La bibliotecaria meditó cuidadosamente la pregunta.
—Es posible —reconoció.
Horacio Delàs sonrió para sus adentros y se aplicó a la tarea de quitar la corteza al queso.
—Llamémosle amor propio entonces. Se ha sentido usted rechazada y eso, como es natural, resulta doloroso. Aunque si no me equivoco, no ha llegado usted a ser rechazada, ¿no es cierto?
—Cierto —contestó ella, momentáneamente animada.
—Pero aun así está segura de que él no alberga sentimiento alguno por usted, ¿verdad?
La bibliotecaria reflexionó antes de responder. Fuera, al otro lado de las ventanas, un cielo bajo y gris envolvía el pueblo.
—No creo que pueda asegurar eso —suspiró—. Lo que puedo decir es que creo que aunque esos sentimientos existiesen, él nunca permitiría que pudiesen transformarse en algo más profundo. He descubierto que hay una razón mucho más poderosa de lo que yo podía imaginar para ello. Una razón tan determinante que no se puede decir que tenga que ver con él, sino que prácticamente forma parte de él. ¿Sabe lo que quiero decir? Quizá se sienta atraído por mí, Horacio, o quizá no. Pero incluso si así fuera, él no dejaría que eso fuese más allá, y probablemente tendría razón al hacerlo así, porque quizá no funcionaría.
—Razón y voluntad —murmuró su amigo—. Usted no puede comprenderlo, ¿verdad? Usted es toda sentimiento.
La señorita Prim cambió de postura en su sillón. No quería volver a hablar de razón y sentimientos, no deseaba ser acusada de nuevo de sentimentalismo, no pensaba de ningún modo iniciar otra larga y tediosa discusión sobre aquella cuestión. Como si hubiese advertido lo que su invitada meditaba, Horacio Delàs preguntó:
—¿Se ha planteado alguna vez qué habría ocurrido si las cosas hubiesen salido como esperaba? ¿Si finalmente él se hubiese enamorado de usted?
La bibliotecaria confesó que no se había detenido en aquella idea.
—Seguramente habría usted iniciado una relación que hubiese desembocado en el matrimonio mucho antes de lo que piensa.
La señorita Prim entrecerró los párpados decidida a imaginarse la escena.

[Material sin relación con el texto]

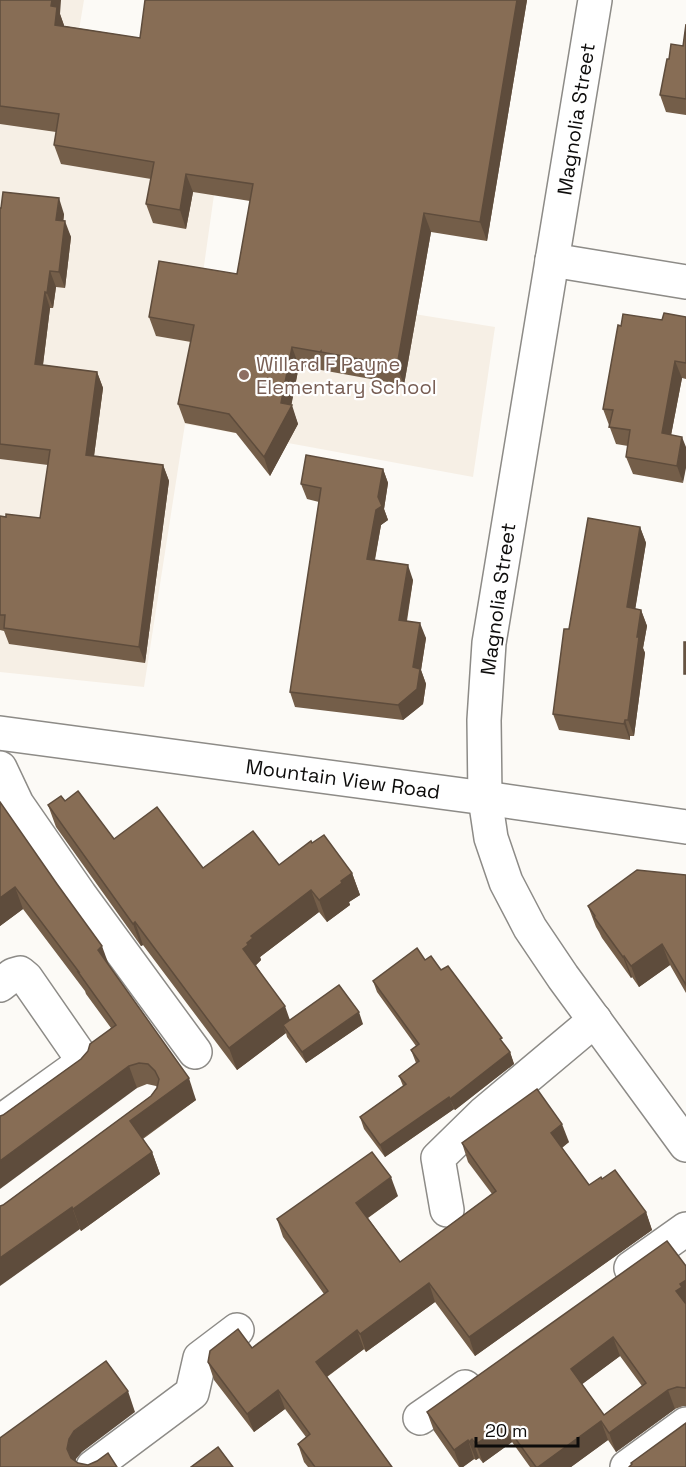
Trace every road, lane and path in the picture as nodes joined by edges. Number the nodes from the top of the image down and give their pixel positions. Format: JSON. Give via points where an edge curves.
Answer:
{"nodes":[{"id":1,"x":596,"y":0,"type":"edge"},
{"id":2,"x":552,"y":260,"type":"junction"},
{"id":3,"x":686,"y":282,"type":"edge"},
{"id":4,"x":0,"y":733,"type":"edge"},
{"id":5,"x":0,"y":768,"type":"edge"},
{"id":6,"x":485,"y":798,"type":"junction"},
{"id":7,"x":686,"y":827,"type":"edge"},
{"id":8,"x":0,"y":985,"type":"edge"},
{"id":9,"x":595,"y":1020,"type":"junction"},
{"id":10,"x":195,"y":1052,"type":"dead end"},
{"id":11,"x":0,"y":1122,"type":"edge"},
{"id":12,"x":686,"y":1145,"type":"edge"},
{"id":13,"x":447,"y":1210,"type":"dead end"},
{"id":14,"x":686,"y":1229,"type":"edge"},
{"id":15,"x":609,"y":1284,"type":"edge"},
{"id":16,"x":237,"y":1330,"type":"edge"},
{"id":17,"x":486,"y":1371,"type":"edge"},
{"id":18,"x":420,"y":1419,"type":"dead end"},
{"id":19,"x":686,"y":1424,"type":"edge"},
{"id":20,"x":93,"y":1467,"type":"edge"},
{"id":21,"x":627,"y":1467,"type":"edge"}],
"edges":[{"from":1,"to":2,"type":"street","name":"Magnolia Street"},
{"from":2,"to":3,"type":"street"},
{"from":2,"to":6,"type":"street","name":"Magnolia Street","via":[[489,643],[484,720]]},
{"from":4,"to":6,"type":"street","name":"Mountain View Road"},
{"from":5,"to":10,"type":"street","via":[[16,804]]},
{"from":6,"to":7,"type":"street","name":"Mountain View Road"},
{"from":6,"to":9,"type":"street","name":"Magnolia Street","via":[[491,838],[506,882],[530,928]]},
{"from":8,"to":11,"type":"street","via":[[20,973],[26,978],[80,1060]]},
{"from":9,"to":12,"type":"street","name":"Magnolia Street"},
{"from":9,"to":13,"type":"street","via":[[483,1114],[438,1158]]},
{"from":14,"to":15,"type":"street"},
{"from":16,"to":20,"type":"street","via":[[200,1358],[192,1393]]},
{"from":17,"to":18,"type":"street"},
{"from":19,"to":21,"type":"street"}]}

—¿Y qué? —preguntó aparentemente satisfecha con lo que había vislumbrado.
—¿Y qué? Mi querida Prudencia, casarse con un hombre como él supone casarse
radicalmente
.
—¿Qué quiere decir con eso de casarse radicalmente?
—Quiero decir casarse
realmente
, casarse
hasta la muerte
. Nada de divorcio, amiga mía, eso quiero decir.